Through it all, the Quinnipiac poll found 52 percent of Americans now insist they trust the news media over Trump to tell the truth about the most important issues of the day, compared to just 37 percent who sided with the president.

“The media, so demonized by the Trump Administration, is actually a good deal more popular than President Trump,” said Tim Malloy, assistant director of the Quinnipiac University Poll.

Researchers found 86 percent of Democrats trust the news media more, along with 50 percent of independents. Trump has the support of 78 percent of Republicans and 38 percent of independents.

President Donald Trump speaks before signing an executive order establishing regulatory reform officers and task forces in US agencies in the Oval Office of the White House on February 24, 2017, in Washington, DC. [Image by Olivier Doulieryl/Getty Images]

The split is almost just as pronounced among white college-educated and non-college-educated voters, with 37 percent of those with degrees rolling with Trump compared to just 37 percent of college grads.

Meanwhile, a Public Policy Polling survey recently found that Americans are now evenly split on the issue of if the president should be impeached just weeks into his administration.

Pollsters found 46 percent of voters are in favor of impeachment and 46 percent are dead-set opposed to it. Recent polls also found Trump’s post-inauguration approval rating is a record low compared to his recent predecessors

Presidents Barack Obama and George W. Bush posted averaged approval ratings of 67 percent at comparable times in their reigns. Ronald Reagan was the closest to Trump, at 51 percent.

Trump’s highest approval numbers come from among white men at 58 percent, while just 14 percent of black women approve of him.

A recent Marist poll also finds nearly six in 10 respondents (58 percent) insist they are embarrassed by the Trump administration, while 33 percent say his activity in office makes them proud.

As for some of his most public and controversial stances, 60 percent of Americans oppose his signature proposal of building a wall along the Mexican border to coincide with his hardline immigration stance, compared to just 37 percent who voice support for it.

President Donald Trump acknowledges the crowd after he addressed the Conservative Political. [Image by Alex Wong/Getty Images].

Trump has also vowed to force the Mexican government to foot the bill for the construction of the wall, a notion that has been soundly rejected by Mexican leaders.

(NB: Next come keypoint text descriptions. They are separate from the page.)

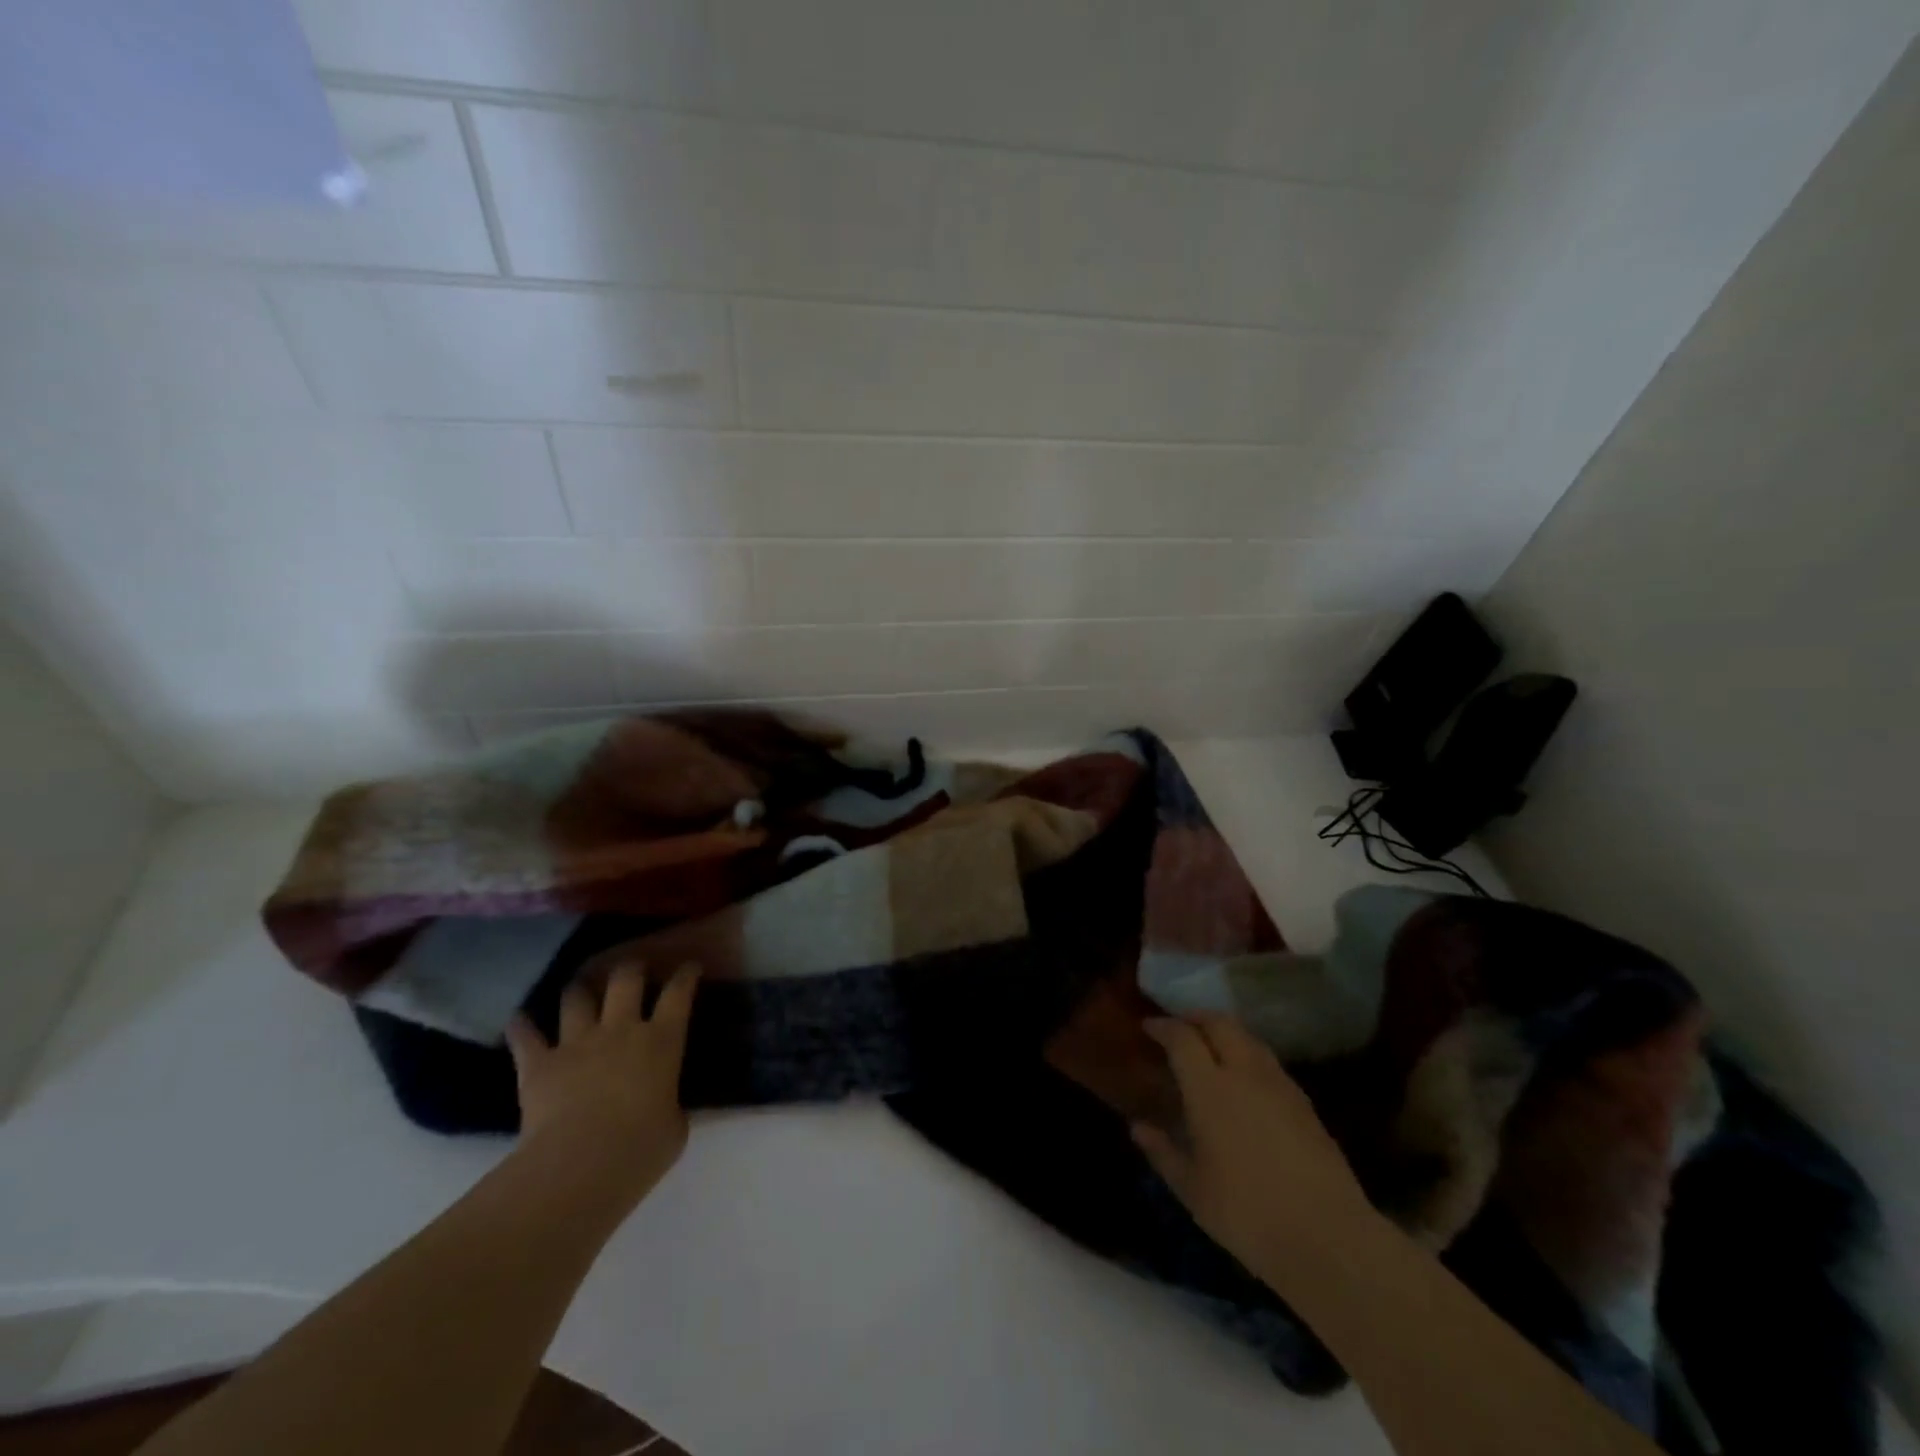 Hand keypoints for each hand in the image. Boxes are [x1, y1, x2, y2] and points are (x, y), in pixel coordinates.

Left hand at [505, 960, 699, 1208]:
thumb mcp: (675, 1126)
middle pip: (625, 979)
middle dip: (630, 968)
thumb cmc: (640, 1148)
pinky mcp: (540, 1064)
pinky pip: (526, 1036)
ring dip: (579, 990)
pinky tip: (519, 1021)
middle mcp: (620, 1029)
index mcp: (661, 1041)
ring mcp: (577, 1043)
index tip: (690, 966)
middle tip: (633, 969)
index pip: (678, 993)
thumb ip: (670, 1105)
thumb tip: (664, 1106)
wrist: (580, 1165)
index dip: (685, 975)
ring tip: (580, 989)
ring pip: (576, 998)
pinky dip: (522, 1027)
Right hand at [1133, 1013, 1373, 1281]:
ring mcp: (1280, 1085)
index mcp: (1210, 1088)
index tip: (1149, 1027)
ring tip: (1211, 1051)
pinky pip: (1268, 1062)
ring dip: (1225, 1033)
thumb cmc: (1247, 1213)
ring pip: (1248, 1038)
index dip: (1163, 1027)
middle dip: (1196, 1018)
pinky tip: (1244, 1083)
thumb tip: (1138, 1127)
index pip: (1183, 1037)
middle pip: (1220, 1023)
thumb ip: (1162, 1151)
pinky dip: (1248, 1057)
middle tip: (1180, 1029)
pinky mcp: (1305, 1103)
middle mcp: (1245, 1073)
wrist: (1329, 1238)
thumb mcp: (1192, 1189)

In nearly every poll, a majority of respondents say the country is not heading in the right direction. In a Monmouth poll, just over one in four or 27 percent of respondents support the way the country is headed, contrasted against 67 percent who see red flags about its overall direction.

More specifically, Trump’s controversial travel ban where he banned travelers from seven mostly Muslim states from being able to enter the U.S. was opposed by 65 percent of overall respondents with 48 percent of them viewing it as a “Muslim ban.”

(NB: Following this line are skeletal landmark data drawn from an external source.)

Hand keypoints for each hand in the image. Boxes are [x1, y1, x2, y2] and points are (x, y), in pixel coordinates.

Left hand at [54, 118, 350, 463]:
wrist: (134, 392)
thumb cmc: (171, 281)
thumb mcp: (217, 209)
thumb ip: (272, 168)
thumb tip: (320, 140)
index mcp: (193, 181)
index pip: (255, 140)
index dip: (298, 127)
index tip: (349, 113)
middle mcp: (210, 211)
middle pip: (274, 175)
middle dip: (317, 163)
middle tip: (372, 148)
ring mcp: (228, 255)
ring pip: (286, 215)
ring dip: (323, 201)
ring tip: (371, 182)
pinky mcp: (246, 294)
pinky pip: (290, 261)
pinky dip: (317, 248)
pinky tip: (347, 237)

As it is, Trump’s immigration policies and executive actions garnered just 45 percent of support from respondents, with 51 percent of them thinking illustrations like his fictional Bowling Green Massacre depiction are proof-positive evidence of his unflappable stance on the issue.

Trump’s travel ban action was ultimately struck down by a federal court judge and upheld by an appeals court as unconstitutional, but the administration has vowed to reinstate the order after making needed tweaks to it that will render it more difficult for critics to legally oppose.